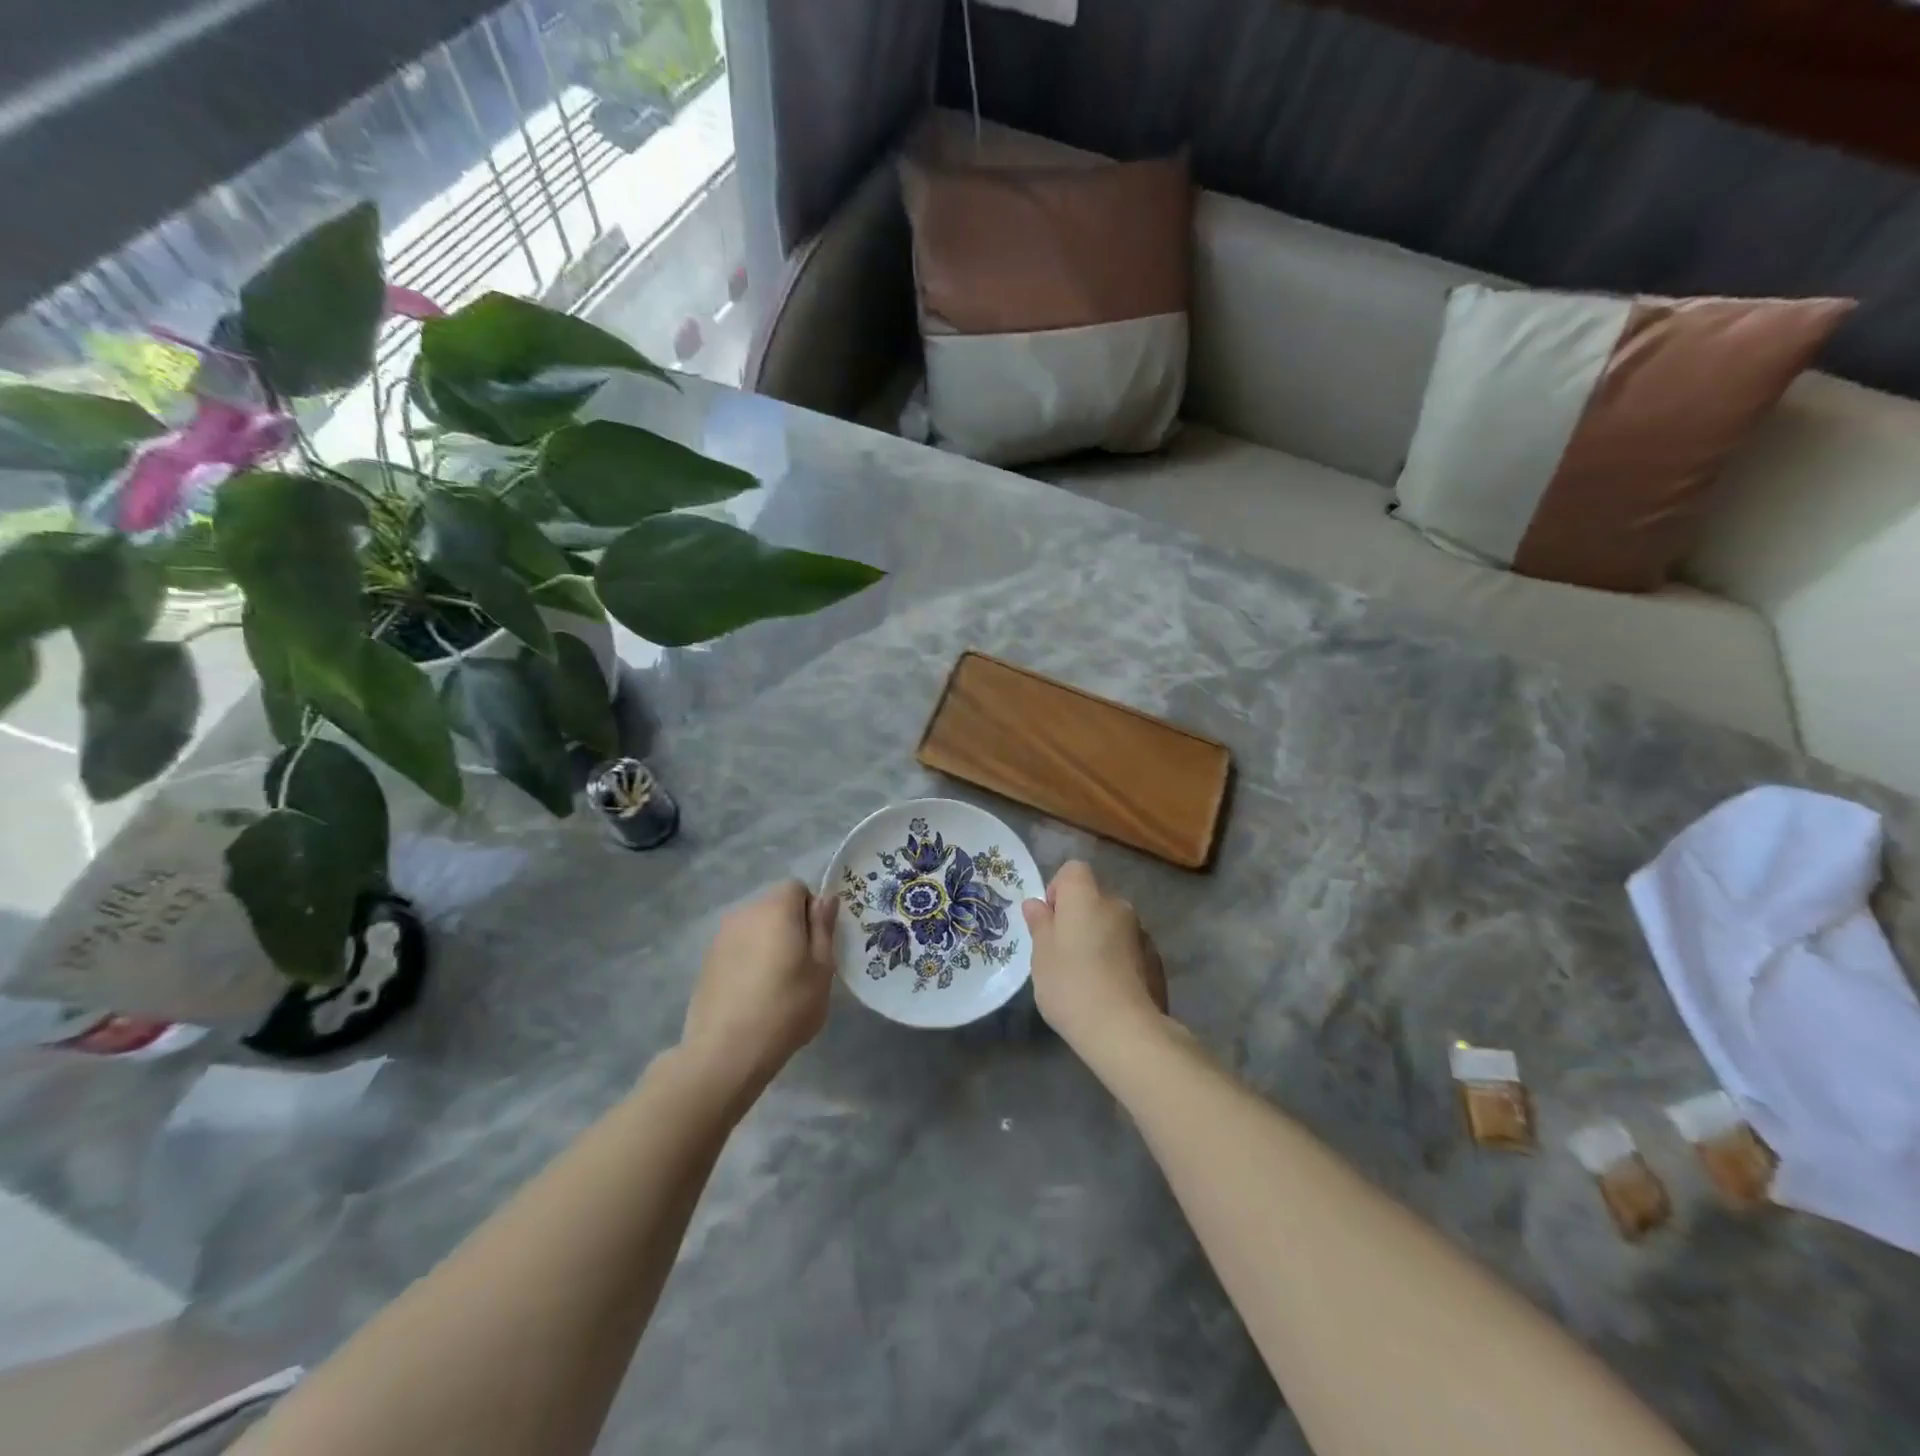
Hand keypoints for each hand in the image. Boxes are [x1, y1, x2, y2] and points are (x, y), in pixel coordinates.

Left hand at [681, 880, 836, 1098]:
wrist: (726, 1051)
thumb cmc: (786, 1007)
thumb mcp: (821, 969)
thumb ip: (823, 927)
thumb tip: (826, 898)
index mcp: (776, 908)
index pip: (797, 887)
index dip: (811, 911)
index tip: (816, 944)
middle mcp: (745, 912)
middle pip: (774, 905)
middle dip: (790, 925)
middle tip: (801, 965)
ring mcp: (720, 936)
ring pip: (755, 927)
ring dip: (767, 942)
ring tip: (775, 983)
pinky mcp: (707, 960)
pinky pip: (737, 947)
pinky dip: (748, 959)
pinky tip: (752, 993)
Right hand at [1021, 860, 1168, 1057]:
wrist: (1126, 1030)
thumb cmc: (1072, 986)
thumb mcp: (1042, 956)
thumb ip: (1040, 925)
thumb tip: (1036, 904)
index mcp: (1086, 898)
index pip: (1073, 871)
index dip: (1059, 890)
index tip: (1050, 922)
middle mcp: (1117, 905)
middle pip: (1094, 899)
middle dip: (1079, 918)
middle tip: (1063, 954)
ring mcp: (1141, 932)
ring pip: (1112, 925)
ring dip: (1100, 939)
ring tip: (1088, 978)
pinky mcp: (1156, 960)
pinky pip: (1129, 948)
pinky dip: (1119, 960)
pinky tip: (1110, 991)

------

◆ To do ◆
Return the material above exactly; the images stay out.

◆ Response ◆
Hand keypoints for each hand in the image. Boxes are [x1, y1, x2, y2] and points are (x, y), in pixel coordinates.

Left hand at [681, 880, 836, 1098]:
wrist: (726, 1051)
thumb cmc: (786, 1007)
thumb mcp: (821, 969)
thumb ip: (823, 927)
thumb tip: (826, 898)
index mcp: (776, 908)
index pip: (797, 887)
index dip: (811, 911)
index tip: (816, 944)
middle mcp: (745, 912)
middle pip: (774, 905)
middle dip: (790, 925)
middle tip: (801, 965)
ring mcp: (720, 936)
ring pip: (755, 927)
ring dip: (767, 942)
ring tip: (775, 983)
pinky mcp: (707, 960)
pinky pip: (737, 947)
pinky dip: (748, 959)
pinky tip: (752, 993)
Right hand at [1021, 860, 1168, 1057]:
wrist: (1126, 1030)
thumb cmc: (1072, 986)
thumb mcp: (1042, 956)
thumb ip: (1040, 925)
thumb tip: (1036, 904)
index mcp: (1086, 898)
index pip: (1073, 871)
index dip: (1059, 890)
index tip: (1050, 922)
middle mcp: (1117, 905)
middle pip: (1094, 899)
middle dip: (1079, 918)
middle tip: (1063, 954)
ring mcp: (1141, 932)
ring pip: (1112, 925)
ring dip: (1100, 939)
ring tip: (1088, 978)
pinky mcp: (1156, 960)
pinky pip: (1129, 948)
pinky dip: (1119, 960)
pinky tip: (1110, 991)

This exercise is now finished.